> ASSIGNMENT
Repeat every line of the data exactly; the pictures stay out.

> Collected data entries
------------------------------------------------------------------------

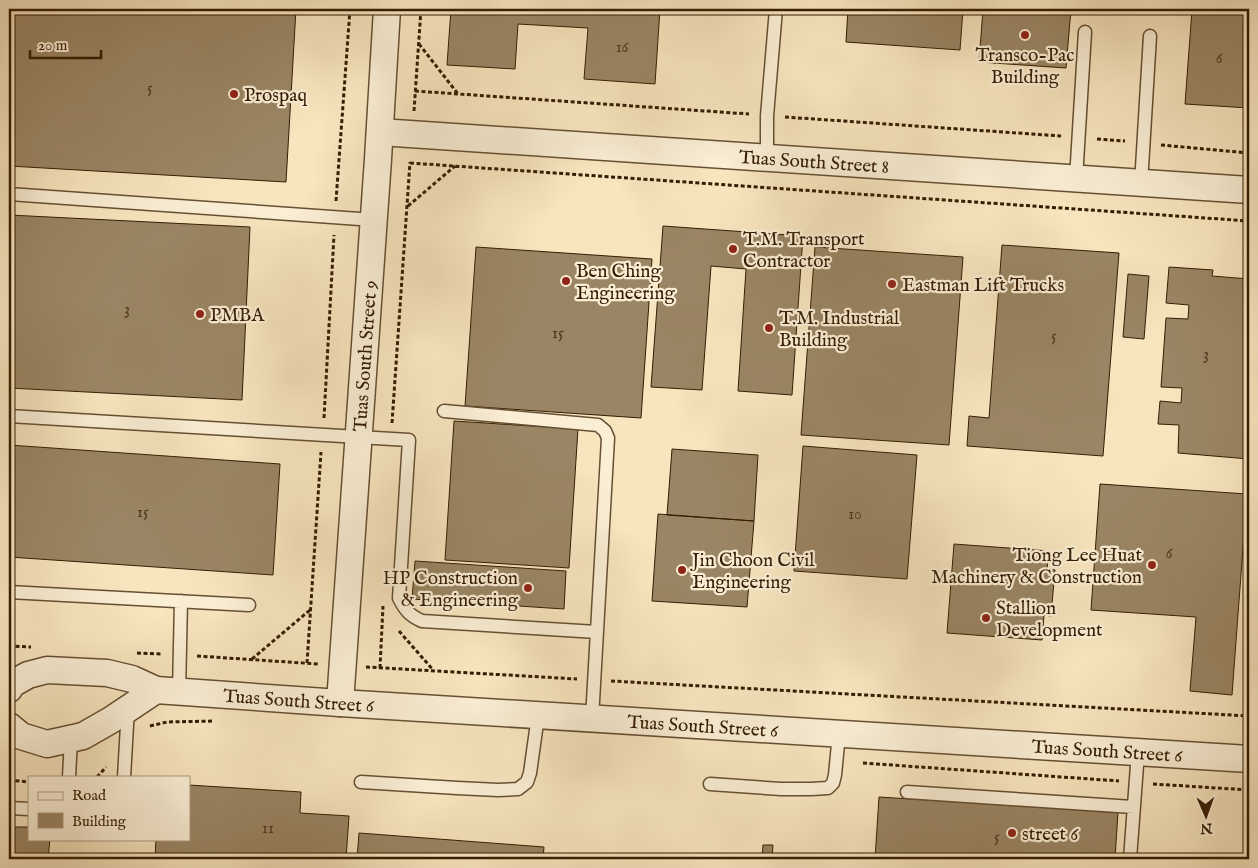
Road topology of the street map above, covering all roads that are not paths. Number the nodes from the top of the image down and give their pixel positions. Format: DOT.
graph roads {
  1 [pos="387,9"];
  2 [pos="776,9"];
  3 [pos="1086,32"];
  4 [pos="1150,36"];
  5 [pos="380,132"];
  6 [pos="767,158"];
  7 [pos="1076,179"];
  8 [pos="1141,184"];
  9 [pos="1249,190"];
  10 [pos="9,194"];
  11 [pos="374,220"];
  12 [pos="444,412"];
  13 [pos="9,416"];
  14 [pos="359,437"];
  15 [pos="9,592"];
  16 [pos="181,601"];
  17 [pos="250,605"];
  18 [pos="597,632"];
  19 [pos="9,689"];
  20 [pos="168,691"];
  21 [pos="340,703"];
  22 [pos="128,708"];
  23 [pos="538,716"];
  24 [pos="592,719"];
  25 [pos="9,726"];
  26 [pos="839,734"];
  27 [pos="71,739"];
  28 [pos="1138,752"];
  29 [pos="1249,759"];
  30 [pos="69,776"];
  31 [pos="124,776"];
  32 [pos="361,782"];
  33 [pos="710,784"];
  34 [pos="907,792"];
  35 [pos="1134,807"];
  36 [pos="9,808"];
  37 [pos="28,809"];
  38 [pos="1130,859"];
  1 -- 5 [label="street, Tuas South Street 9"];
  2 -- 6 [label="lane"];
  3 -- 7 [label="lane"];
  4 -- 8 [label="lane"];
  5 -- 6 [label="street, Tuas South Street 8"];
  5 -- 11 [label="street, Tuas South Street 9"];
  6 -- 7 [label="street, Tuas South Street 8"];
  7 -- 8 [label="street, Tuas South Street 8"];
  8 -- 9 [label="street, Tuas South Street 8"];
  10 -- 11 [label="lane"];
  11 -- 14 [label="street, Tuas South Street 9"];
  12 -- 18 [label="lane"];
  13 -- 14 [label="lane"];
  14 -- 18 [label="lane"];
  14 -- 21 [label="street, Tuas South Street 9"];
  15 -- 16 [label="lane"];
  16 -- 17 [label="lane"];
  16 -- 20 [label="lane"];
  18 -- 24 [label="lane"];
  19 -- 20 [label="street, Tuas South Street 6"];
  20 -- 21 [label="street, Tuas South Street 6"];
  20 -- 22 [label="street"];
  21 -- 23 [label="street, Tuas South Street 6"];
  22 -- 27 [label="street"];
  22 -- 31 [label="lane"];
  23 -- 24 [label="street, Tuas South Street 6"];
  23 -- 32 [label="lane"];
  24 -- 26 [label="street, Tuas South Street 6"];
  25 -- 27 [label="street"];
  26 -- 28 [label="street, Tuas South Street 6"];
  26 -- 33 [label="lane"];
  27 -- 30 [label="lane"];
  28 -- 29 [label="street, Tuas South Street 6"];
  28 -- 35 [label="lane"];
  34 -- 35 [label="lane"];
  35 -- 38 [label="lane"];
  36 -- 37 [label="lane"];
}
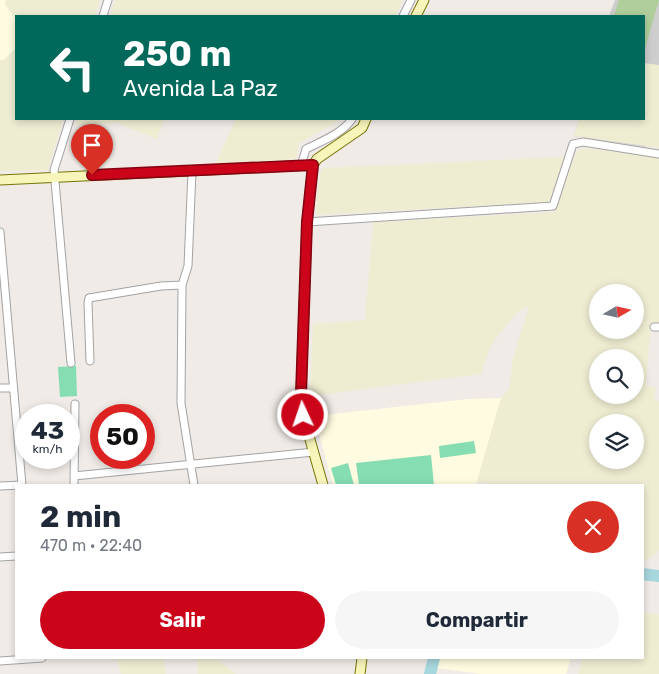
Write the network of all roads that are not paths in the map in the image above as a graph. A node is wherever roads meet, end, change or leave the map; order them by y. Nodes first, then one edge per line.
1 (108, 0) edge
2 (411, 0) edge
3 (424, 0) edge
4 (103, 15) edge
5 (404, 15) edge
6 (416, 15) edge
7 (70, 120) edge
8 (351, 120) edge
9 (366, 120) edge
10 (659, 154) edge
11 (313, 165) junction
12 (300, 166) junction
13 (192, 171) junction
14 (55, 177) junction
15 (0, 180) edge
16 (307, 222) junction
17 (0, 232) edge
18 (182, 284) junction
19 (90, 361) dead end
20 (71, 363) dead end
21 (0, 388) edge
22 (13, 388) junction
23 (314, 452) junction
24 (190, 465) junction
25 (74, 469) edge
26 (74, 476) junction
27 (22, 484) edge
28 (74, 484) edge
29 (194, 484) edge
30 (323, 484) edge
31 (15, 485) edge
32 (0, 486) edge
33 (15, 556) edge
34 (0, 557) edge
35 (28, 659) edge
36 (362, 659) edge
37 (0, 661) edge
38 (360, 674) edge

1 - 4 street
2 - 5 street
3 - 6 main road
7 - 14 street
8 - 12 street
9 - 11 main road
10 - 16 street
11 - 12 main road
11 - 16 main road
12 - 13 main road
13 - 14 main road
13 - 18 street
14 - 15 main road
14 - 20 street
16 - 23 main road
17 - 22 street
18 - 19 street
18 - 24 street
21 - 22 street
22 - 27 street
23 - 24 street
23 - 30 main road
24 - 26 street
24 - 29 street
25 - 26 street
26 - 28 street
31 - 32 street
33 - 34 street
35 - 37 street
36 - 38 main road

------------------------------------------------------------------------

> THE ANSWER
Road topology of the street map above, covering all roads that are not paths. Number the nodes from the top of the image down and give their pixel positions. Format: DOT.
graph roads {
  1 [pos="387,9"];
  2 [pos="776,9"];
  3 [pos="1086,32"];
  4 [pos="1150,36"];
  5 [pos="380,132"];
  6 [pos="767,158"];
  7 [pos="1076,179"];
  8 [pos="1141,184"];
  9 [pos="1249,190"];
  10 [pos="9,194"];
  11 [pos="374,220"];
  12 [pos="444,412"];
  13 [pos="9,416"];
  14 [pos="359,437"];
  15 [pos="9,592"];
  16 [pos="181,601"];
  17 [pos="250,605"];
  18 [pos="597,632"];
  19 [pos="9,689"];
  20 [pos="168,691"];
  21 [pos="340,703"];
  22 [pos="128,708"];
  23 [pos="538,716"];
  24 [pos="592,719"];
  25 [pos="9,726"];
  26 [pos="839,734"];
  27 [pos="71,739"];
  28 [pos="1138,752"];
  29 [pos="1249,759"];
  30 [pos="69,776"];
  31 [pos="124,776"];
  32 [pos="361,782"];
  33 [pos="710,784"];
  34 [pos="907,792"];
  35 [pos="1134,807"];
  36 [pos="9,808"];
  37 [pos="28,809"];
  38 [pos="1130,859"];
  1 -- 5 [label="street, Tuas South Street 9"];
  2 -- 6 [label="lane"];
  3 -- 7 [label="lane"];
  4 -- 8 [label="lane"];
  5 -- 6 [label="street, Tuas South Street 8"];
  5 -- 11 [label="street, Tuas South Street 9"];
  6 -- 7 [label="street, Tuas South Street 8"];
  7 -- 8 [label="street, Tuas South Street 8"];
  8 -- 9 [label="street, Tuas South Street 8"];
  10 -- 11 [label="lane"];
  11 -- 14 [label="street, Tuas South Street 9"];
  12 -- 18 [label="lane"];
  13 -- 14 [label="lane"];
  14 -- 18 [label="lane"];
  14 -- 21 [label="street, Tuas South Street 9"];
  15 -- 16 [label="lane"];
  16 -- 17 [label="lane"];
  16 -- 20 [label="lane"];
  18 -- 24 [label="lane"];
  19 -- 20 [label="street, Tuas South Street 6"];
  20 -- 21 [label="street, Tuas South Street 6"];
  20 -- 22 [label="street"];
  21 -- 23 [label="street, Tuas South Street 6"];
  22 -- 27 [label="street"];
  22 -- 31 [label="lane"];
  23 -- 24 [label="street, Tuas South Street 6"];
  23 -- 32 [label="lane"];
  24 -- 26 [label="street, Tuas South Street 6"];
  25 -- 27 [label="street"];
  26 -- 28 [label="street, Tuas South Street 6"];
  26 -- 33 [label="lane"];
  27 -- 30 [label="lane"];
  28 -- 29 [label="street, Tuas South Street 6"];
  28 -- 35 [label="lane"];
  34 -- 35 [label="lane"];
  35 -- 38 [label="lane"];
  36 -- 37 [label="lane"];
}
Write the network of all roads that are not paths in the map in the image above as a graph. A node is wherever roads meet, end, change or leave the map; order them by y. Nodes first, then one edge per line.
1 (108, 0) edge
2 (411, 0) edge
3 (424, 0) edge
4 (103, 15) edge
5 (404, 15) edge
6 (416, 15) edge
7 (70, 120) edge
8 (351, 120) edge
9 (366, 120) edge
10 (659, 154) edge
11 (313, 165) junction
12 (300, 166) junction
13 (192, 171) junction
14 (55, 177) junction
15 (0, 180) edge
16 (307, 222) junction
17 (0, 232) edge
18 (182, 284) junction
19 (90, 361) dead end
20 (71, 363) dead end
21 (0, 388) edge
22 (13, 388) junction
23 (314, 452) junction
24 (190, 465) junction
25 (74, 469) edge
26 (74, 476) junction
27 (22, 484) edge
28 (74, 484) edge
29 (194, 484) edge
30 (323, 484) edge
31 (15, 485) edge
32 (0, 486) edge
33 (15, 556) edge
34 (0, 557) edge
35 (28, 659) edge
36 (362, 659) edge
37 (0, 661) edge
38 (360, 674) edge

1 - 4 street
2 - 5 street
3 - 6 main road
7 - 14 street
8 - 12 street
9 - 11 main road
10 - 16 street
11 - 12 main road
11 - 16 main road
12 - 13 main road
13 - 14 main road
13 - 18 street
14 - 15 main road
14 - 20 street
16 - 23 main road
17 - 22 street
18 - 19 street
18 - 24 street
21 - 22 street
22 - 27 street
23 - 24 street
23 - 30 main road
24 - 26 street
24 - 29 street
25 - 26 street
26 - 28 street
31 - 32 street
33 - 34 street
35 - 37 street
36 - 38 main road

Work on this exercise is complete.